WORK REQUEST ▸
With the pictures excluded, reproduce all of the data exactly.

====

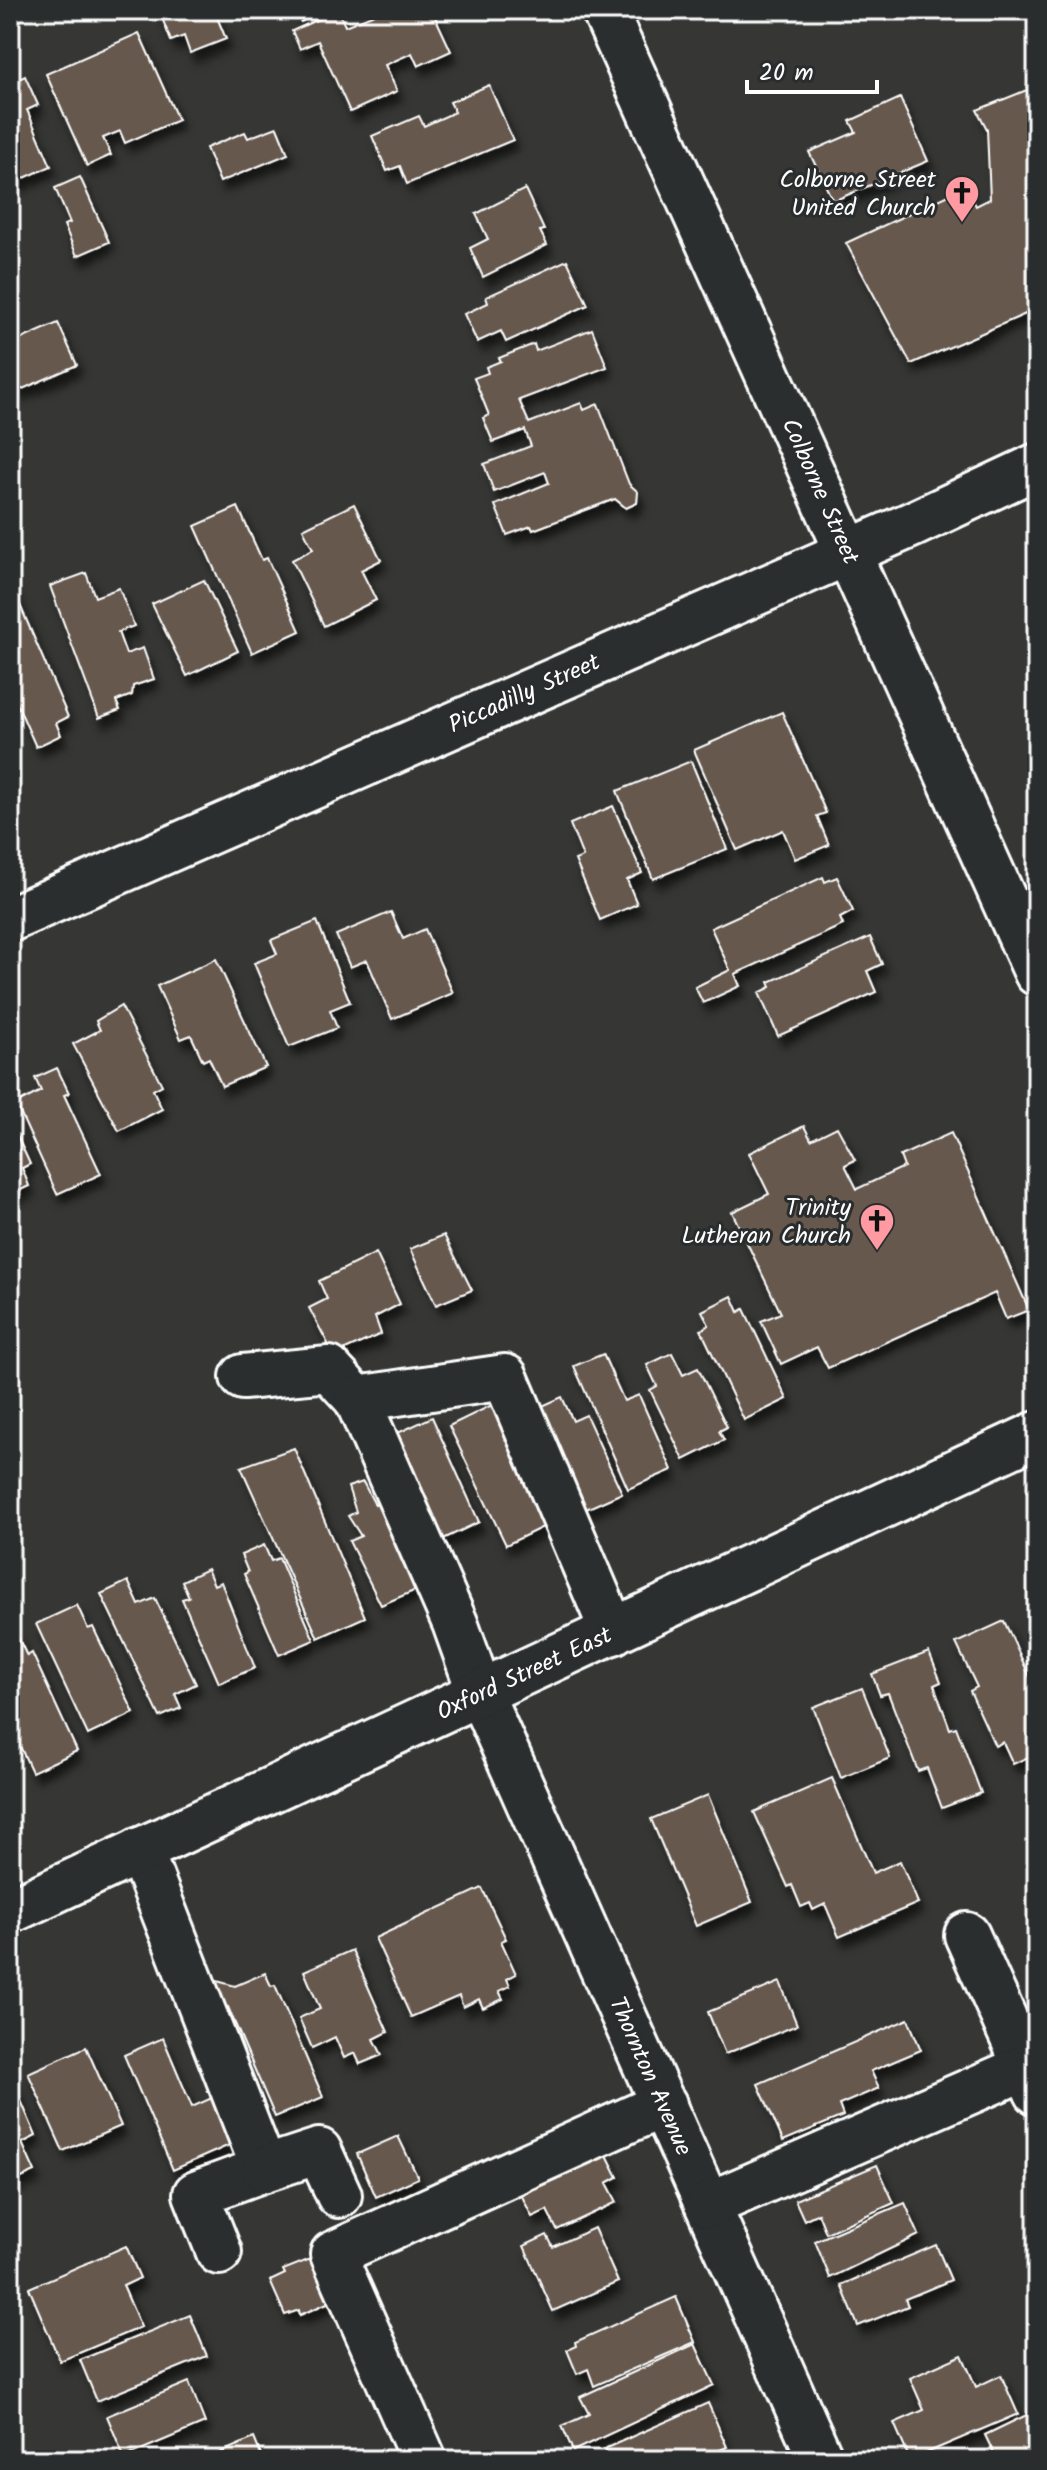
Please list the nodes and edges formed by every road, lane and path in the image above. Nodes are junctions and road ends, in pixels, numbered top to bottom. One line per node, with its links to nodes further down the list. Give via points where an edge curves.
1 (604, 10): 3 (street, Colborne Street)
2 (1037, 466): 3 (street, Piccadilly Street)
3 (848, 551): 4 (street, Piccadilly Street); 5 (street, Colborne Street)
4 (10, 919)
5 (1037, 973)
6 (243, 1377): 7 (street, Thornton Avenue, via 329,1369)
7 (357, 1399): 9 (street, via 505,1377); 10 (street, Thornton Avenue)
8 (1037, 1434): 9 (street, Oxford Street East)
9 (613, 1632): 10 (street, Oxford Street East)
10 (480, 1693): 11 (street, Oxford Street East); 15 (street, Thornton Avenue)
11 (140, 1850): 12 (street, Oxford Street East); 16 (street)
12 (10, 1911)
13 (967, 1935): 14 (street)
14 (1031, 2079): 18 (street)
15 (664, 2104): 18 (street, Thornton Avenue); 20 (street, via 333,2254)
16 (264, 2169): 17 (street, via 319,2151); 19 (street, via 196,2194)
17 (339, 2195)
18 (708, 2205): 21 (street, Thornton Avenue)
19 (219, 2252)
20 (424, 2460)
21 (821, 2460)

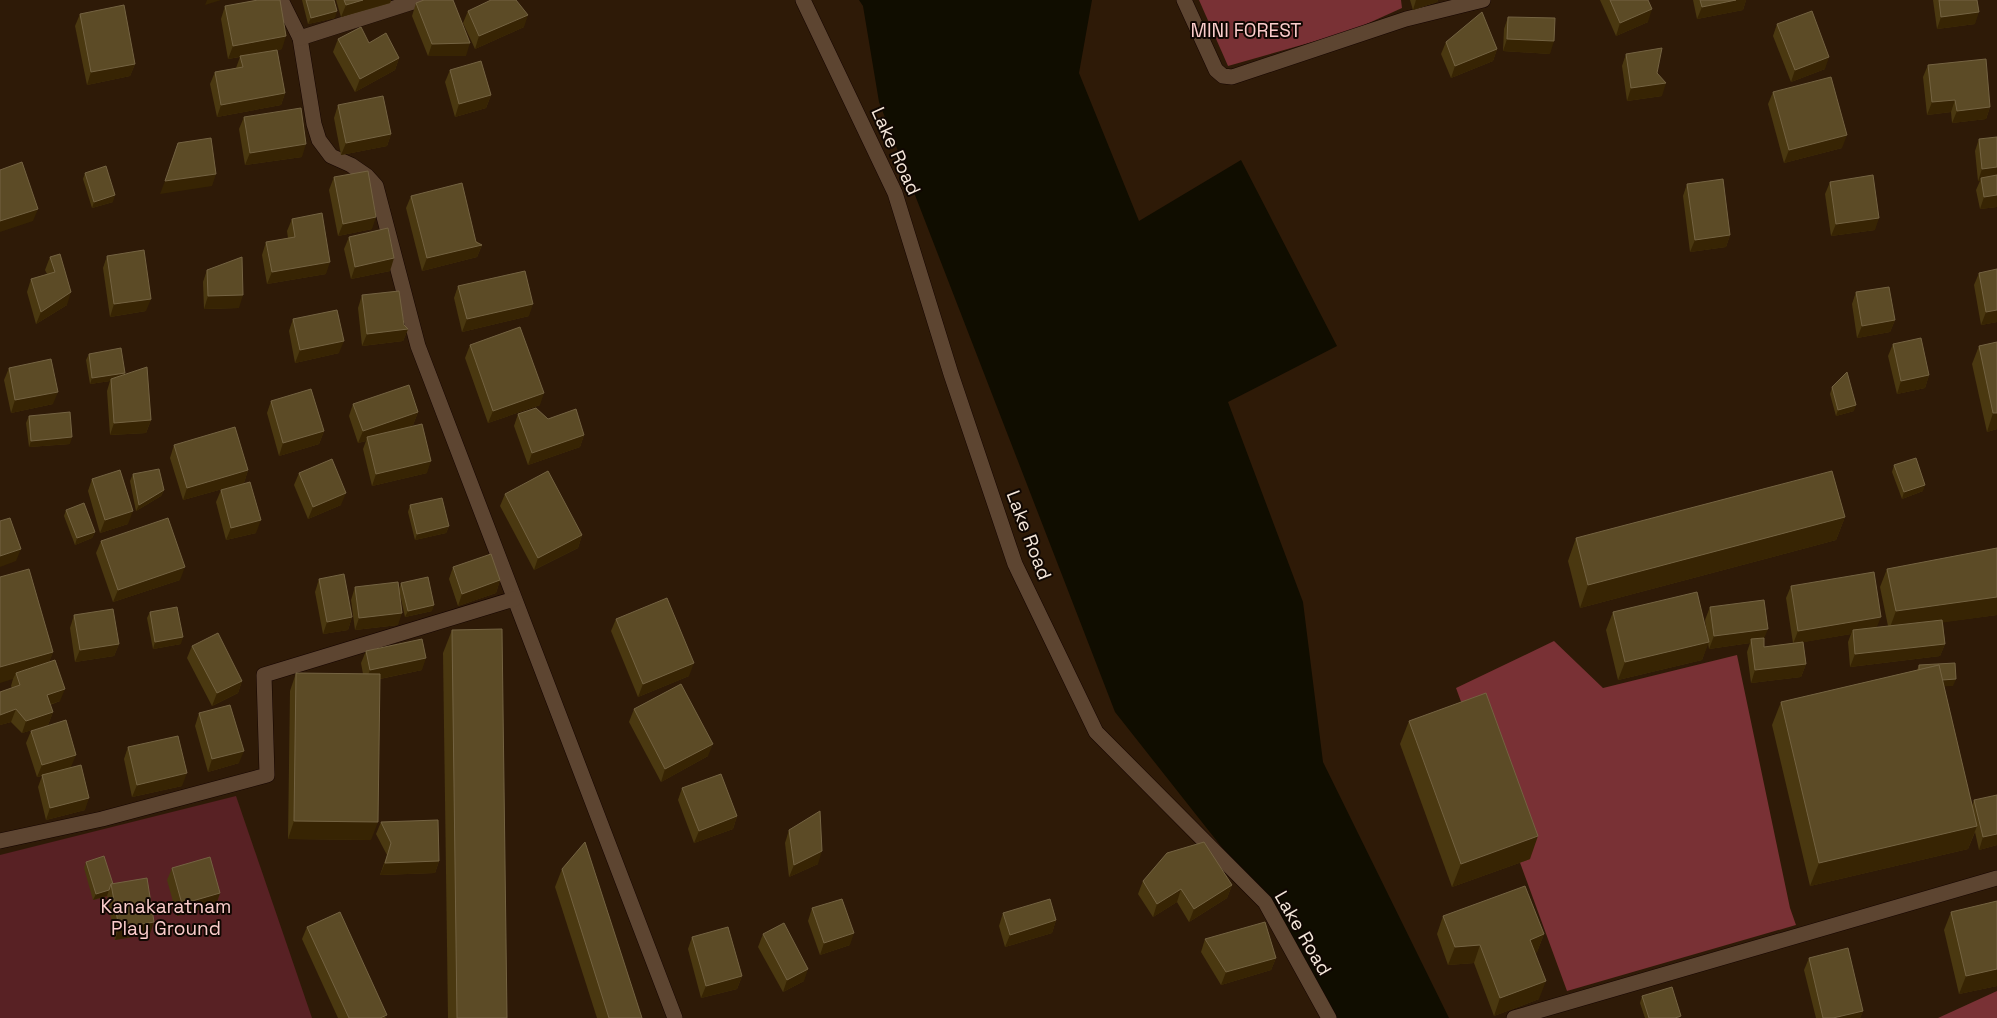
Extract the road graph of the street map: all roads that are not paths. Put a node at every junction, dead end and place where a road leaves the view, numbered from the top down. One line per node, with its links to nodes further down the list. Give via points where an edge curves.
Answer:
1 (282, 0): 6 (street)
2 (419, 0): 6 (street)
3 (803, 0): 11 (street, Lake Road, via 895,193 1015,564 1096,732 1265,902)
4 (1184, 0): 5 (street, via 1216,70 1223,76 1232,77 1406,19)
5 (1483, 0)
6 (300, 38): 7 (street, via 319,140 331,156 368,176 376,186 418,346)
7 (514, 599): 8 (street, via 264,675 267,775 102,819); 10 (street)
8 (0, 841)
9 (1997, 878): 12 (street)
10 (674, 1018)
11 (1329, 1018)
12 (1514, 1018)

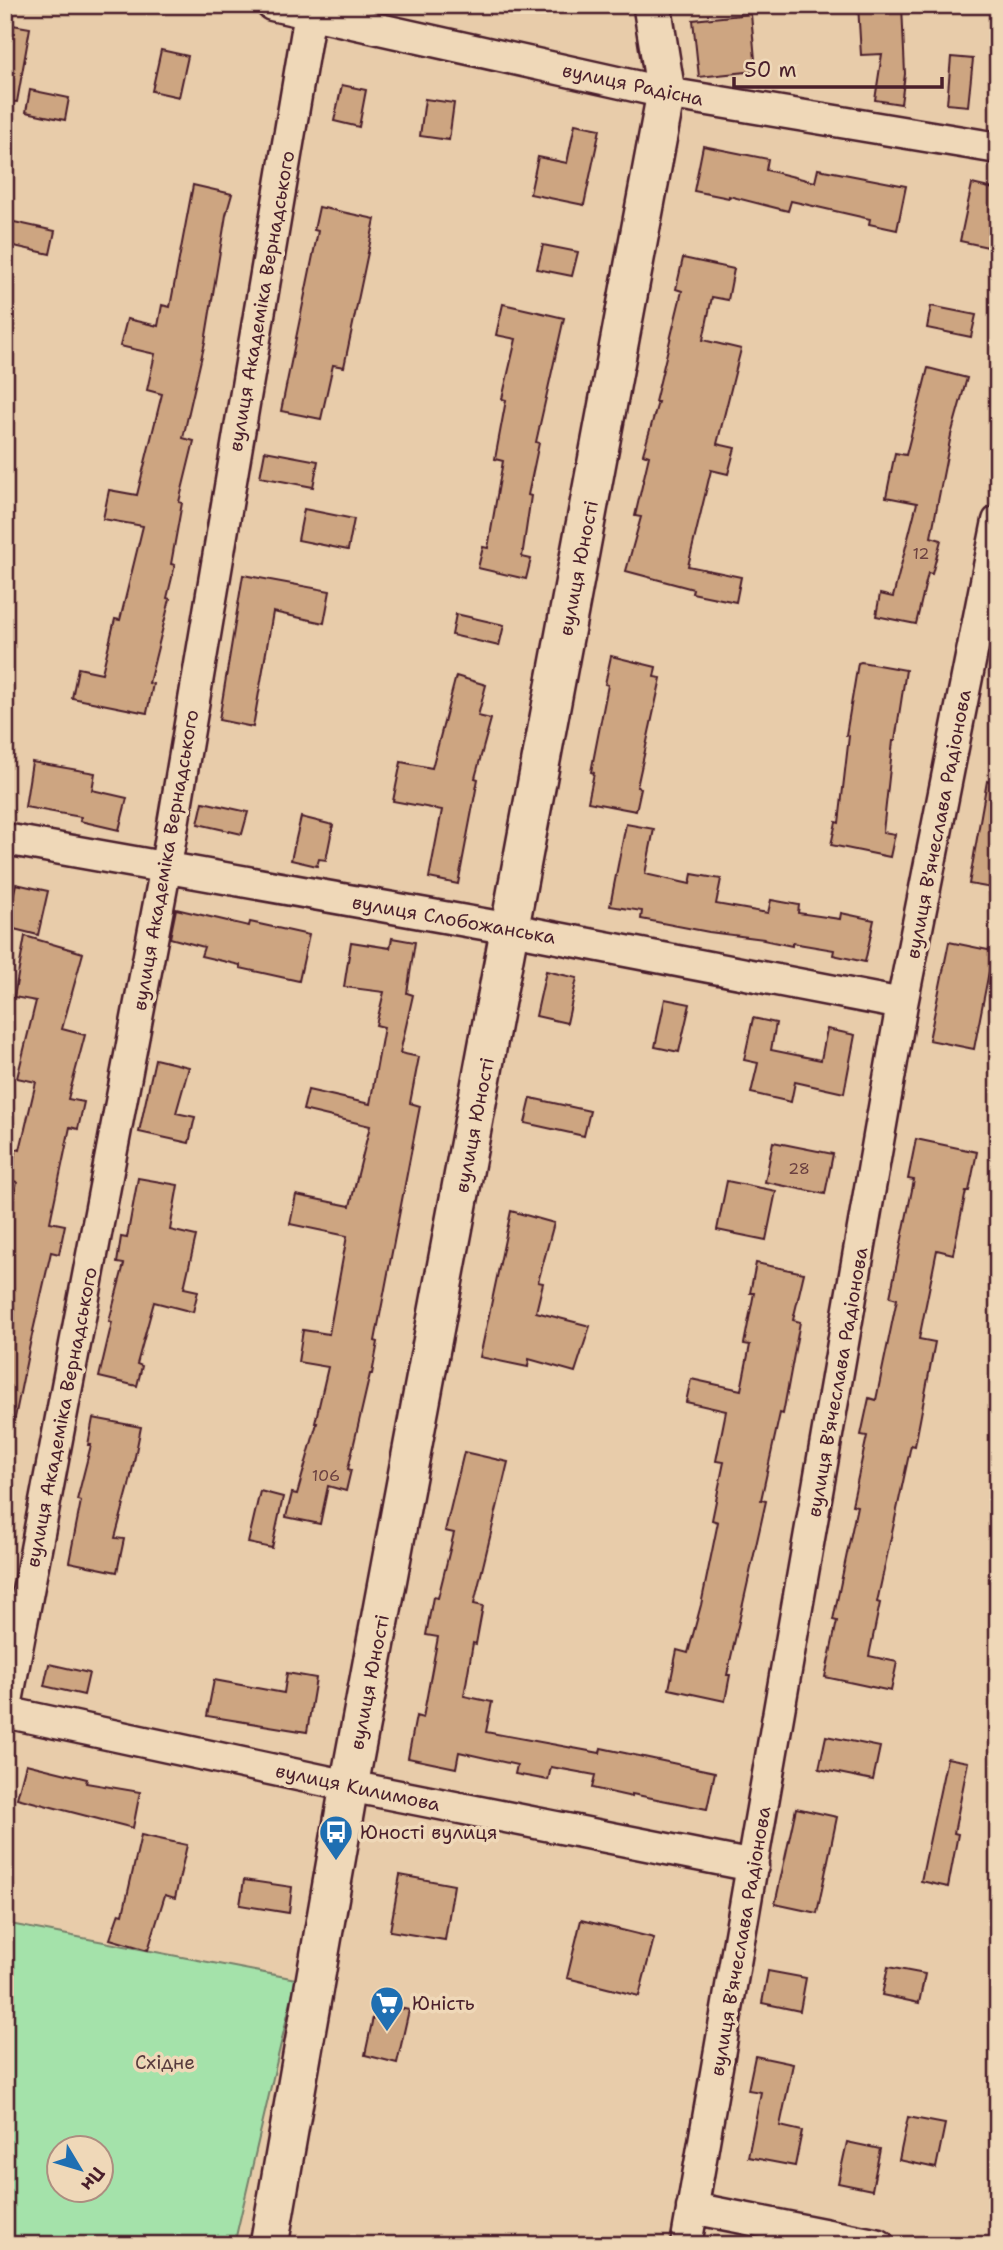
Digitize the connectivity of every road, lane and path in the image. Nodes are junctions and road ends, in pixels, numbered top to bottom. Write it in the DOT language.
graph roads {
  1 [pos="272,5"];
  2 [pos="652,5"];
  3 [pos="309,9"];
  4 [pos="666,93"];
  5 [pos="998,148"];
  6 [pos="998,521"];
  7 [pos="5,839"];
  8 [pos="166,866"];
  9 [pos="511,929"];
  10 [pos="902,1004"];
  11 [pos="5,1712"];
  12 [pos="349,1786"];
  13 [pos="753,1866"];
  14 [pos="692,2208"];
  15 [pos="269,2245"];
  16 [pos="686,2245"];
  17 [pos="879,2245"];
  1 -- 3 [label="street, вулиця Радісна"];
  2 -- 4 [label="street, вулиця Юності"];
  3 -- 4 [label="street, вулиця Радісна"];
  3 -- 8 [label="street, вулиця Академіка Вернадського"];
  4 -- 5 [label="street, вулиця Радісна"];
  4 -- 9 [label="street, вулиця Юності"];
  6 -- 10 [label="street, вулиця В'ячеслава Радіонова"];
  7 -- 8 [label="street, вулиця Слобожанська"];
  8 -- 9 [label="street, вулиця Слобожанська"];
  8 -- 11 [label="street, вулиця Академіка Вернадського"];
  9 -- 10 [label="street, вулиця Слобожанська"];
  9 -- 12 [label="street, вулиця Юності"];
  10 -- 13 [label="street, вулиця В'ячеслава Радіонова"];
  11 -- 12 [label="street, вулиця Килимова"];
  12 -- 13 [label="street, вулиця Килимова"];
  12 -- 15 [label="street, вулиця Юності"];
  13 -- 14 [label="street, вулиця В'ячеслава Радіонова"];
  14 -- 16 [label="street, вулиця В'ячеслава Радіонова"];
  14 -- 17 [label="street"];
}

====

OUTPUT FOR THIS EXERCISE ▸
Please list the nodes and edges formed by every road, lane and path in the image above. Nodes are junctions and road ends, in pixels, numbered top to bottom. One line per node, with its links to nodes further down the list. Give via points where an edge curves.
1 (604, 10): 3 (street, Colborne Street)
2 (1037, 466): 3 (street, Piccadilly Street)
3 (848, 551): 4 (street, Piccadilly Street); 5 (street, Colborne Street)
4 (10, 919)
5 (1037, 973)
6 (243, 1377): 7 (street, Thornton Avenue, via 329,1369)
7 (357, 1399): 9 (street, via 505,1377); 10 (street, Thornton Avenue)
8 (1037, 1434): 9 (street, Oxford Street East)
9 (613, 1632): 10 (street, Oxford Street East)
10 (480, 1693): 11 (street, Oxford Street East); 15 (street, Thornton Avenue)
11 (140, 1850): 12 (street, Oxford Street East); 16 (street)
12 (10, 1911)
13 (967, 1935): 14 (street)
14 (1031, 2079): 18 (street)
15 (664, 2104): 18 (street, Thornton Avenue); 20 (street, via 333,2254)
16 (264, 2169): 17 (street, via 319,2151); 19 (street, via 196,2194)
17 (339, 2195)
18 (708, 2205): 21 (street, Thornton Avenue)
19 (219, 2252)
20 (424, 2460)
21 (821, 2460)

Extract the road graph of the street map: all roads that are not paths. Put a node at every junction, dead end and place where a road leaves the view, numbered from the top down. One line per node, with its links to nodes further down the list. Give via points where an edge curves.
Answer:
1 (282, 0): 6 (street)
2 (419, 0): 6 (street)
3 (803, 0): 11 (street, Lake Road, via 895,193 1015,564 1096,732 1265,902)
4 (1184, 0): 5 (street, via 1216,70 1223,76 1232,77 1406,19)
5 (1483, 0)
6 (300, 38): 7 (street, via 319,140 331,156 368,176 376,186 418,346)
7 (514, 599): 8 (street, via 264,675 267,775 102,819); 10 (street)
8 (0, 841)
9 (1997, 878): 12 (street)
10 (674, 1018)
11 (1329, 1018)
12 (1514, 1018)

Digitize the connectivity of every road, lane and path in the image. Nodes are junctions and road ends, in pixels, numbered top to bottom. Write it in the DOT language.
graph roads {
  1 [pos="272,5"];
  2 [pos="652,5"];
  3 [pos="309,9"];
  4 [pos="666,93"];
  5 [pos="998,148"];
  6 [pos="998,521"];
  7 [pos="5,839"];
  8 [pos="166,866"];
  9 [pos="511,929"];
  10 [pos="902,1004"];
  11 [pos="5,1712"];
  12 [pos="349,1786"];
  13 [pos="753,1866"];
  14 [pos="692,2208"];
  15 [pos="269,2245"];
  16 [pos="686,2245"];
  17 [pos="879,2245"];
  1 -- 3 [label="street, вулиця Радісна"];
  2 -- 4 [label="street, вулиця Юності"];
  3 -- 4 [label="street, вулиця Радісна"];
  3 -- 8 [label="street, вулиця Академіка Вернадського"];
  4 -- 5 [label="street, вулиця Радісна"];
  4 -- 9 [label="street, вулиця Юності"];
  6 -- 10 [label="street, вулиця В'ячеслава Радіонова"];
  7 -- 8 [label="street, вулиця Слобожанська"];
  8 -- 9 [label="street, вулиця Слобожанська"];
  8 -- 11 [label="street, вулиця Академіка Вернадського"];
  9 -- 10 [label="street, вулиця Слобожанська"];
  9 -- 12 [label="street, вулиця Юності"];
  10 -- 13 [label="street, вулиця В'ячеслава Радіонова"];
  11 -- 12 [label="street, вулиця Килимова"];
  12 -- 13 [label="street, вулиця Килимова"];
  12 -- 15 [label="street, вулиця Юності"];
  13 -- 14 [label="street, вулиця В'ячеслава Радіонова"];
  14 -- 16 [label="street, вулиця В'ячеслава Радіонова"];
  14 -- 17 [label="street"];
}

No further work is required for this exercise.